## WHAT THE EXERCISE ASKS
The records below are to be transcribed exactly, with the pictures removed.

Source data
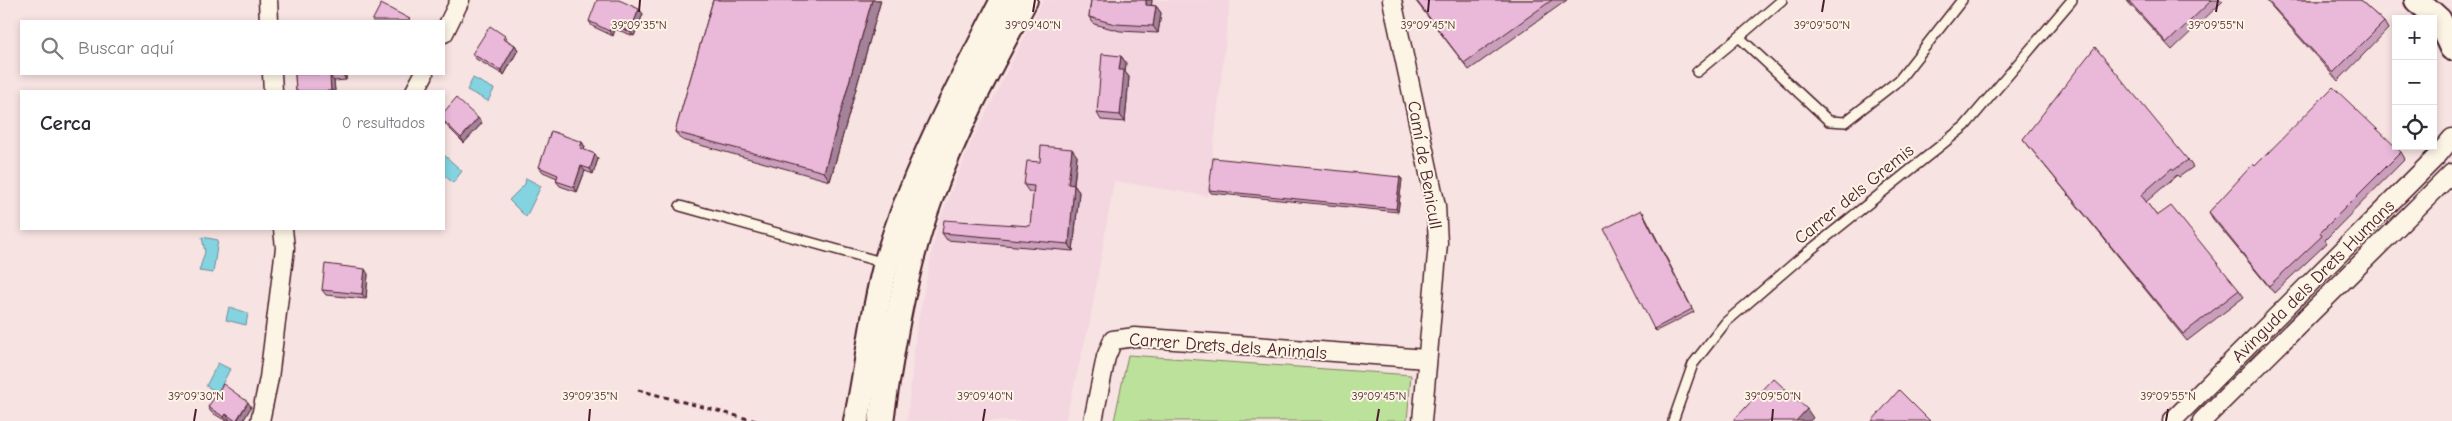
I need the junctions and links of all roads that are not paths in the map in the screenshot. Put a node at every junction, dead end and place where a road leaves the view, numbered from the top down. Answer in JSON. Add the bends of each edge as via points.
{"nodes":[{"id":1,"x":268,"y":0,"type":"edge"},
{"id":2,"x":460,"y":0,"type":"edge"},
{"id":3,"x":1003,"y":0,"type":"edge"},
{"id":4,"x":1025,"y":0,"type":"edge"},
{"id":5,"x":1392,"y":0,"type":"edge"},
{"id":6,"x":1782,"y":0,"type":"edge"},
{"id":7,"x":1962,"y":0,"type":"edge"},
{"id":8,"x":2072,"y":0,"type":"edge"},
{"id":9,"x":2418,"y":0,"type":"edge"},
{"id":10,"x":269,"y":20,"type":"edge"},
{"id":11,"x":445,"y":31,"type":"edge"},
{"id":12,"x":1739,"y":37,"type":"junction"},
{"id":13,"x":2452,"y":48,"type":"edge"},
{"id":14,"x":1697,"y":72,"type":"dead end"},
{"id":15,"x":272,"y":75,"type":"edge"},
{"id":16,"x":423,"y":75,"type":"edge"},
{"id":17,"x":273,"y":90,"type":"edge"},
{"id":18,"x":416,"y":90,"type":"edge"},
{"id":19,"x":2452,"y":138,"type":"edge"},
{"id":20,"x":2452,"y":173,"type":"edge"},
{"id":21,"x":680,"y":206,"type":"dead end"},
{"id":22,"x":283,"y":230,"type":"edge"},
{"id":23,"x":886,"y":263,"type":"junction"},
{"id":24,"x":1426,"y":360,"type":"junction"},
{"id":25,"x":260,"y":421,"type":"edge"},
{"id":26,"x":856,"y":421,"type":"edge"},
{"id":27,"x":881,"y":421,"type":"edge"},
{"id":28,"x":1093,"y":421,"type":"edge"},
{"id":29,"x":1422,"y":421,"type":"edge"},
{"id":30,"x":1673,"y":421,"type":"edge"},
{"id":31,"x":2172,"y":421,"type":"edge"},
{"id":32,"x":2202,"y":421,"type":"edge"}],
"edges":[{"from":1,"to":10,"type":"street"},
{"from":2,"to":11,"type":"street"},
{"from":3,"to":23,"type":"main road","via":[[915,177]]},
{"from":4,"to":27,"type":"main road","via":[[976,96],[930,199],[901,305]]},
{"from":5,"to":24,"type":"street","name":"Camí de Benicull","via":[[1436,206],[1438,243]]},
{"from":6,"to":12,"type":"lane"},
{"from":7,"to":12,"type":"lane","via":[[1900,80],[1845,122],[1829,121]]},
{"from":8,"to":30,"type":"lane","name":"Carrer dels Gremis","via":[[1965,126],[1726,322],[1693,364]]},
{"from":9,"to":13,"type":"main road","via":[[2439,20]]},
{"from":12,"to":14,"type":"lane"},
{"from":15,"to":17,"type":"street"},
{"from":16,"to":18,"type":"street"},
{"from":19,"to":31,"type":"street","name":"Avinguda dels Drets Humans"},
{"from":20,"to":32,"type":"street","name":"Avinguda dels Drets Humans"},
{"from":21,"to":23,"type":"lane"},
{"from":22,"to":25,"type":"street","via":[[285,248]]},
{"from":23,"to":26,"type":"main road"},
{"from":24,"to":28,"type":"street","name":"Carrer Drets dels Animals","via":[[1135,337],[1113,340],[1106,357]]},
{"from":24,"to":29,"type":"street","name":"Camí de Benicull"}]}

## OUTPUT BELOW
I need the junctions and links of all roads that are not paths in the map in the screenshot. Put a node at every junction, dead end and place where a road leaves the view, numbered from the top down. Answer in JSON. Add the bends of each edge as via points.
{"nodes":[{"id":1,"x":268,"y":0,"type":"edge"},
{"id":2,"x":460,"y":0,"type":"edge"},
{"id":3,"x":1003,"y":0,"type":"edge"},
{"id":4,"x":1025,"y":0,"type":"edge"},
{"id":5,"x":1392,"y":0,"type":"edge"},
{"id":6,"x":1782,"y":0,"type":"edge"},
{"id":7,"x":1962,"y":0,"type":"edge"},
{"id":8,"x":2072,"y":0,"type":"edge"},
{"id":9,"x":2418,"y":0,"type":"edge"},
{"id":10,"x":269,"y":20,"type":"edge"},
{"id":11,"x":445,"y":31,"type":"edge"},
{"id":12,"x":1739,"y":37,"type":"junction"},
{"id":13,"x":2452,"y":48,"type":"edge"},
{"id":14,"x":1697,"y":72,"type":"dead end"},
{"id":15,"x":272,"y":75,"type":"edge"},
{"id":16,"x":423,"y":75,"type":"edge"},
{"id":17,"x":273,"y":90,"type":"edge"},
{"id":18,"x":416,"y":90,"type":"edge"},
{"id":19,"x":2452,"y":138,"type":"edge"},
{"id":20,"x":2452,"y":173,"type":"edge"},
{"id":21,"x":680,"y":206,"type":"dead end"},
{"id":22,"x":283,"y":230,"type":"edge"},
{"id":23,"x":886,"y":263,"type":"junction"},
{"id":24,"x":1426,"y":360,"type":"junction"},
{"id":25,"x":260,"y":421,"type":"edge"},
{"id":26,"x":856,"y":421,"type":"edge"},
{"id":27,"x":881,"y":421,"type":"edge"},
{"id":28,"x":1093,"y":421,"type":"edge"},
{"id":29,"x":1422,"y":421,"type":"edge"},
{"id":30,"x":1673,"y":421,"type":"edge"},
{"id":31,"x":2172,"y":421,"type":"edge"},
{"id":32,"x":2202,"y":421,"type":"edge"}],
"edges":[{"from":1,"to":10,"type":"street"},
{"from":2,"to":11,"type":"street"},
{"from":3,"to":23,"type":"main road","via":[[915,177]]},
{"from":4,"to":27,"type":"main road","via":[[976,96],[930,199],[901,305]]},
{"from":5,"to":24,"type":"street","name":"Camí de Benicull","via":[[1436,206],[1438,243]]},
{"from":6,"to":12,"type":"lane"},
{"from":7,"to":12,"type":"lane","via":[[1900,80],[1845,122],[1829,121]]},
{"from":8,"to":30,"type":"lane","name":"Carrer dels Gremis","via":[[1965,126],[1726,322],[1693,364]]},
{"from":9,"to":13,"type":"main road","via":[[2439,20]]},
{"from":12,"to":14,"type":"lane"},
{"from":15,"to":17,"type":"street"},
{"from":16,"to":18,"type":"street"},
{"from":19,"to":31,"type":"street","name":"Avinguda dels Drets Humans"},
{"from":20,"to":32,"type":"street","name":"Avinguda dels Drets Humans"},
{"from":21,"to":23,"type":"lane"},
{"from":22,"to":25,"type":"street","via":[[285,248]]},
{"from":23,"to":26,"type":"main road"},
{"from":24,"to":28,"type":"street","name":"Carrer Drets dels Animals","via":[[1135,337],[1113,340],[1106,357]]},
{"from":24,"to":29,"type":"street","name":"Camí de Benicull"}]}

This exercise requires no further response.